Acredito que a Jornada será um grande passo na junção de profissionais do biodireito, da saúde pública e da saúde suplementar, possibilitando um fórum de discussão e troca conhecimentos, tanto teóricos, como de aplicação prática. Espera-se, ainda, que haja a aprovação de importantes enunciados interpretativos, que possibilitarão aos operadores do direito decidir de modo mais uniforme e aos gestores públicos e profissionais da saúde, a certeza de que tais enunciados não foram impostos de modo unilateral por profissionais do Direito, mas fruto de importantes colaborações.
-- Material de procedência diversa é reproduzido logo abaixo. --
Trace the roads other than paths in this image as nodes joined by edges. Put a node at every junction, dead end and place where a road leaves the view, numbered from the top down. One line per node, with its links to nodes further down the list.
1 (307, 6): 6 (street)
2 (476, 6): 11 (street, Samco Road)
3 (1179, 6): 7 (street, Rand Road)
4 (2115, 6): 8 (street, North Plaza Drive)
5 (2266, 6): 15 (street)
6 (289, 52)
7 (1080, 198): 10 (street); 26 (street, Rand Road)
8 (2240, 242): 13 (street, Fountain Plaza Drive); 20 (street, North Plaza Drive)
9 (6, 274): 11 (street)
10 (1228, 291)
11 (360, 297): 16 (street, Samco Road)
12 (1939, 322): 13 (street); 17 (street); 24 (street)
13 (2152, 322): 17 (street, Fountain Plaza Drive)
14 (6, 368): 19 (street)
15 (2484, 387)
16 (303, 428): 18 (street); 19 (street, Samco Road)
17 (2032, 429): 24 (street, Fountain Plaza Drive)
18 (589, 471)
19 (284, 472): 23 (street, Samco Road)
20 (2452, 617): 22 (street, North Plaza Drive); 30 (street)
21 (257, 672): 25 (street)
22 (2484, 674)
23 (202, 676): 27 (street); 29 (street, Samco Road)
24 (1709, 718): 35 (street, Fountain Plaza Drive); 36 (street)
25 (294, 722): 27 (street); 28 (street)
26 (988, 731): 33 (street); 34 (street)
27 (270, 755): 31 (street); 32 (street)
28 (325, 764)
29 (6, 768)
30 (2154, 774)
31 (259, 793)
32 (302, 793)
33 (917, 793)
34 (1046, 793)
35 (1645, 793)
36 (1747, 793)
Qual é o maior desafio posto hoje para o judiciário brasileiro no que tange aos direitos à saúde?
O maior desafio para o Judiciário na área da saúde é assegurar a aplicação prática do Art. 196 da Constituição Federal, que garante a todos o acesso universal e igualitário ao sistema de saúde, sem interferir na atividade que é própria do gestor público. Sabe-se que a demanda por saúde pública é grande e o recursos orçamentários para implementá-la são escassos. A compatibilização destes dois fatores, aliada ao dilema acesso quantitativo versus prestação qualitativa, é papel do Executivo, cabendo ao Judiciário apenas a correção de graves distorções. Contudo, tem se tornado cada vez mais frequente, frente os pedidos, a intervenção do Judiciário nestas questões. Assim, o maior dilema para o Judiciário é saber os limites positivos e negativos do seu papel, para não ser ativista ou omisso aos que dele dependem.
Um dos principais resultados do Fórum da Saúde foi a edição de resolução da Agência Nacional de Saúde Suplementar (ANS) que exige que os planos de saúde informem por escrito e em 48 horas qualquer negativa de atendimento ao usuário. Resoluções mais rigorosas ainda são necessárias na garantia de direitos de usuários de saúde suplementar?
Muito mais que resoluções rígidas, deve-se, primeiramente, buscar a construção conjunta de soluções. Não é o operador do Direito plenamente ciente dos problemas e dificuldades práticas enfrentadas diariamente pelos gestores e profissionais da saúde. Acredito que somente no caso de manifestada falta de comprometimento de uma das partes com a busca de soluções, que adoção de medidas impositiva seja o melhor caminho.
Quanto ao serviço público, quais avanços ainda se fazem necessários na garantia do direito à saúde?
No tocante ao Judiciário, um dos avanços necessários é o maior diálogo com os gestores públicos para possibilitar o aumento da solução dos conflitos administrativamente, de modo que, ao final, haja um menor número de demandas e estas tenham uma solução mais célere. Também é necessário o oferecimento, aos juízes, de mecanismos para que possam resolver as questões fáticas com que se deparam em um processo, como, por exemplo, a necessidade ou não de um medicamento não oferecido pelo sistema da saúde, havendo outro aparentemente similar contido na lista. Há, ainda, proposta de maior rigor na apuração quantitativa de demandas nesta área, que poderá servir como importante ferramenta estatística, tanto para organização do Judiciário, quanto para um possível compartilhamento de dados com o Executivo.
A senhora acha que a população brasileira é conhecedora de seus direitos nessa área? O que falta?
Acredito que ainda falte bastante conhecimento da população sobre seus direitos e garantias na área da saúde. Muito tem sido feito por importantes campanhas de conscientização do Ministério da Saúde, da Defensoria, Ministério Público e até mesmo do Judiciário. Contudo, principalmente, na hipótese de violação de tais direitos, o cidadão de menor instrução encontra dificuldade em reivindicá-los, seja por não estar familiarizado com a área jurídica ou haver certo descrédito no Poder Judiciário quanto ao fator demora da prestação jurisdicional.